Agriculture in the slave states may be characterized in general by two epithets, extensive, exhaustive,—which in all agricultural countries forebode two things, impoverishment, depopulation. The general system of slaveholding farmers and planters, in all times and places, has been, and now is, and ever will be, to cultivate much land, badly, for present gain,—in short, to kill the goose that lays the golden egg. They cannot do otherwise with laborers who work by compulsion, for the benefit only of their masters, and whose sole interest in the matter is to do as little and to consume as much as possible.

This ruinous system of large farms cultivated by slaves showed its effects in Italy, eighteen hundred years ago, when the Roman empire was at the height of its grandeur.

Pliny, a writer of that age, in his Natural History, (Book 18, c. 1-7,) tells us, that while the small farms of former times were cultivated by freemen, and even great commanders did not disdain to labor with their own hands, agriculture flourished, and provisions were abundant; but that afterwards, when the lands were engrossed by a few great proprietors, and cultivated by fettered and branded slaves, the country was ruined, and corn had to be imported. The same system was spreading ruin over the provinces, and thus the prosperity of the empire was undermined. Pliny denounces, as the worst of all, the system of having large estates in the country cultivated by slaves, or indeed, says he, “to have any thing done by men who labor without hope of reward.”

So Livy, the great Roman historian, observed, some years before Pliny, (Book 6, c. 12,) that “innumerable multitudes of men formerly inhabited those parts of Italy, where, in his time, none but slaves redeemed the country from desertion;”—that is, a dense population of free laborers had been succeeded by a sparse population of slaves.

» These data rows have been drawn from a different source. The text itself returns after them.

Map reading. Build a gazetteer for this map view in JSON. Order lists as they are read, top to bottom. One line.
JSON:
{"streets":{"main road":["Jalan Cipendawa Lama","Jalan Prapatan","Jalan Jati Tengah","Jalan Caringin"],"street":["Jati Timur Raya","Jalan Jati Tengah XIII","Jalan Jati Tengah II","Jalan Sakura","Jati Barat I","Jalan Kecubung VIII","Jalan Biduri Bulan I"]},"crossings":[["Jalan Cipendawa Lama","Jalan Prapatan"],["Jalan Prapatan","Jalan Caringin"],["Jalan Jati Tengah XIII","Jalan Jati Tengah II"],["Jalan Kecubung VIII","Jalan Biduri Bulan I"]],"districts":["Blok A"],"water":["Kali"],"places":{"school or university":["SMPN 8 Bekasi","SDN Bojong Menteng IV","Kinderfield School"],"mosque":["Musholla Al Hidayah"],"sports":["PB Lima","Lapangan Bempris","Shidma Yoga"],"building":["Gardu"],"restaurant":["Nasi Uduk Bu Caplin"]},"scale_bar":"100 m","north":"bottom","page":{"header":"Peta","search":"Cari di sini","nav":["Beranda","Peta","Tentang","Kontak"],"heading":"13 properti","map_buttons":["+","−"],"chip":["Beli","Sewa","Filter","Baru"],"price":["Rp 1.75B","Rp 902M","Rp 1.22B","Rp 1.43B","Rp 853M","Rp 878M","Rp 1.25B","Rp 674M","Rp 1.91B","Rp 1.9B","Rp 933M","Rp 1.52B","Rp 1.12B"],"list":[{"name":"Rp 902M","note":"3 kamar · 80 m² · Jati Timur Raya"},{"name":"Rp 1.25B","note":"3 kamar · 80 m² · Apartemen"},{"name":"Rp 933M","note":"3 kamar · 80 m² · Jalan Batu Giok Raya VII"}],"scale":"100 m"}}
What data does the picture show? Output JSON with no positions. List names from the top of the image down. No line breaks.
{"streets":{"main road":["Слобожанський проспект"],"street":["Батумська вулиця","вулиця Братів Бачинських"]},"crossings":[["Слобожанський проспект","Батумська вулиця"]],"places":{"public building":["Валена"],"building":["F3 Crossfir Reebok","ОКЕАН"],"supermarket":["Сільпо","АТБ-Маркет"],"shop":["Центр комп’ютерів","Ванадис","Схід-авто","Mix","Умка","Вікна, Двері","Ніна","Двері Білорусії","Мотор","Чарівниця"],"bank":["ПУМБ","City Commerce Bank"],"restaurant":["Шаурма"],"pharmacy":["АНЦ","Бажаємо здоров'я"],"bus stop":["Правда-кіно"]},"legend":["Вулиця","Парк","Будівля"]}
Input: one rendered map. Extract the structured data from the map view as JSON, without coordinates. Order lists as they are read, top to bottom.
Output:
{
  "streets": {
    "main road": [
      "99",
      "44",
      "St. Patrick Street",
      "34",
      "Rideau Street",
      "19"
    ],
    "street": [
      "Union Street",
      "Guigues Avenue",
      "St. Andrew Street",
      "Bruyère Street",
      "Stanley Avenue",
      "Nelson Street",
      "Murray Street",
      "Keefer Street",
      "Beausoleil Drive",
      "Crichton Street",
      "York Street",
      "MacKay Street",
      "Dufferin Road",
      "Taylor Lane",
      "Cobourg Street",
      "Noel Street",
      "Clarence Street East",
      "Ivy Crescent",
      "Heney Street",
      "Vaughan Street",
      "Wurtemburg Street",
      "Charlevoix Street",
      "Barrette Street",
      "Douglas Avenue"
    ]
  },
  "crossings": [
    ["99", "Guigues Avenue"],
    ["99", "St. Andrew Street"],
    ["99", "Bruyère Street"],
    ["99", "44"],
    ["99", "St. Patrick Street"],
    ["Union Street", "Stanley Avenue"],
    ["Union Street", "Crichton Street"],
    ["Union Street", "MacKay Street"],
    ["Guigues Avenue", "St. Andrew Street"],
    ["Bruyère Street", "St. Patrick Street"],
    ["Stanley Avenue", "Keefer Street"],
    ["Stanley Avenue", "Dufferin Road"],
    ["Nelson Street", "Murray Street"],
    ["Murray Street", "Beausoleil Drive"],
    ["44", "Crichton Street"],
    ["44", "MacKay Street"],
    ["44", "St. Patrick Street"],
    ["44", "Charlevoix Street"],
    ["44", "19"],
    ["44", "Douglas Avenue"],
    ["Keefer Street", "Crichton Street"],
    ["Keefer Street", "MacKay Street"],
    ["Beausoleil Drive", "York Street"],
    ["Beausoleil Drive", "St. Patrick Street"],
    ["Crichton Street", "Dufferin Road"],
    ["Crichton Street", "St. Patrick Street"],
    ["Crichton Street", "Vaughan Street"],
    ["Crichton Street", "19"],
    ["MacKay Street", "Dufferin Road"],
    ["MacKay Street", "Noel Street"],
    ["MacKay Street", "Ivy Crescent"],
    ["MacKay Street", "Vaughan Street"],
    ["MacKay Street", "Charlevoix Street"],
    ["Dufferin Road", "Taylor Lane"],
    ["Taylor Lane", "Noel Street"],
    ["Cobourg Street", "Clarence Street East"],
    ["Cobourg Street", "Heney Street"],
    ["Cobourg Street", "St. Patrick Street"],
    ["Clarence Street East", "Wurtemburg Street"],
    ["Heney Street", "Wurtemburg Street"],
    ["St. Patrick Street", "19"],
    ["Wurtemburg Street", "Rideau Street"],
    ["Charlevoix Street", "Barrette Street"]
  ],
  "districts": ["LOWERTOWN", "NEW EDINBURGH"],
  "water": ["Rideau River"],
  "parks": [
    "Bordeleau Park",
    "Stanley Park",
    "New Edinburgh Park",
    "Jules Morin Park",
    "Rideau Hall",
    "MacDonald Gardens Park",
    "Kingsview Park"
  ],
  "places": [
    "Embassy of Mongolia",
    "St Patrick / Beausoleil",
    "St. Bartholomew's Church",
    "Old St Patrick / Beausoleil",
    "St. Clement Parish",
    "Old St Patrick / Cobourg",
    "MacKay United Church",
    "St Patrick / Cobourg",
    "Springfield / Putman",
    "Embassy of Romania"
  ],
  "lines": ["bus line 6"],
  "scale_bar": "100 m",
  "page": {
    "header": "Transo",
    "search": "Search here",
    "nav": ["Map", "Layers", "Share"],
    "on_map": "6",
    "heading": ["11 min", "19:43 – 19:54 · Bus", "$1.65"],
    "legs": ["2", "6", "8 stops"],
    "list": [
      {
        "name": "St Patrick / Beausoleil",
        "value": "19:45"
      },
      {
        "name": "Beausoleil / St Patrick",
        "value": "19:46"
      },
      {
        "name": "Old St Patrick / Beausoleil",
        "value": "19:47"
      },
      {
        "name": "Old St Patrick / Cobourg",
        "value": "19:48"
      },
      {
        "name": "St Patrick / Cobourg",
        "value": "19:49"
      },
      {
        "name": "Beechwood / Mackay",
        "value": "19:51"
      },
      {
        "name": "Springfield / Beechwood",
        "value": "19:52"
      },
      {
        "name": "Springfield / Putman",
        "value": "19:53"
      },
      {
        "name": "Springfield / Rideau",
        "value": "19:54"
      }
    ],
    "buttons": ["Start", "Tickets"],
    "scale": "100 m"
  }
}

Even the common mechanical trades do not flourish in a slave state. Some mechanical operations must, indeed, be performed in every civilized country; but the general rule in the south is, to import from abroad every fabricated thing that can be carried in ships, such as household furniture, boats, boards, laths, carts, ploughs, axes, and axehelves, besides innumerable other things, which free communities are accustomed to make for themselves. What is most wonderful is, that the forests and iron mines of the south supply, in great part, the materials out of which these things are made. The northern freemen come with their ships, carry home the timber and pig iron, work them up, supply their own wants with a part, and then sell the rest at a good profit in the southern markets. Now, although mechanics, by setting up their shops in the south, could save all these freights and profits, yet so it is, that northern mechanics will not settle in the south, and the southern mechanics are undersold by their northern competitors.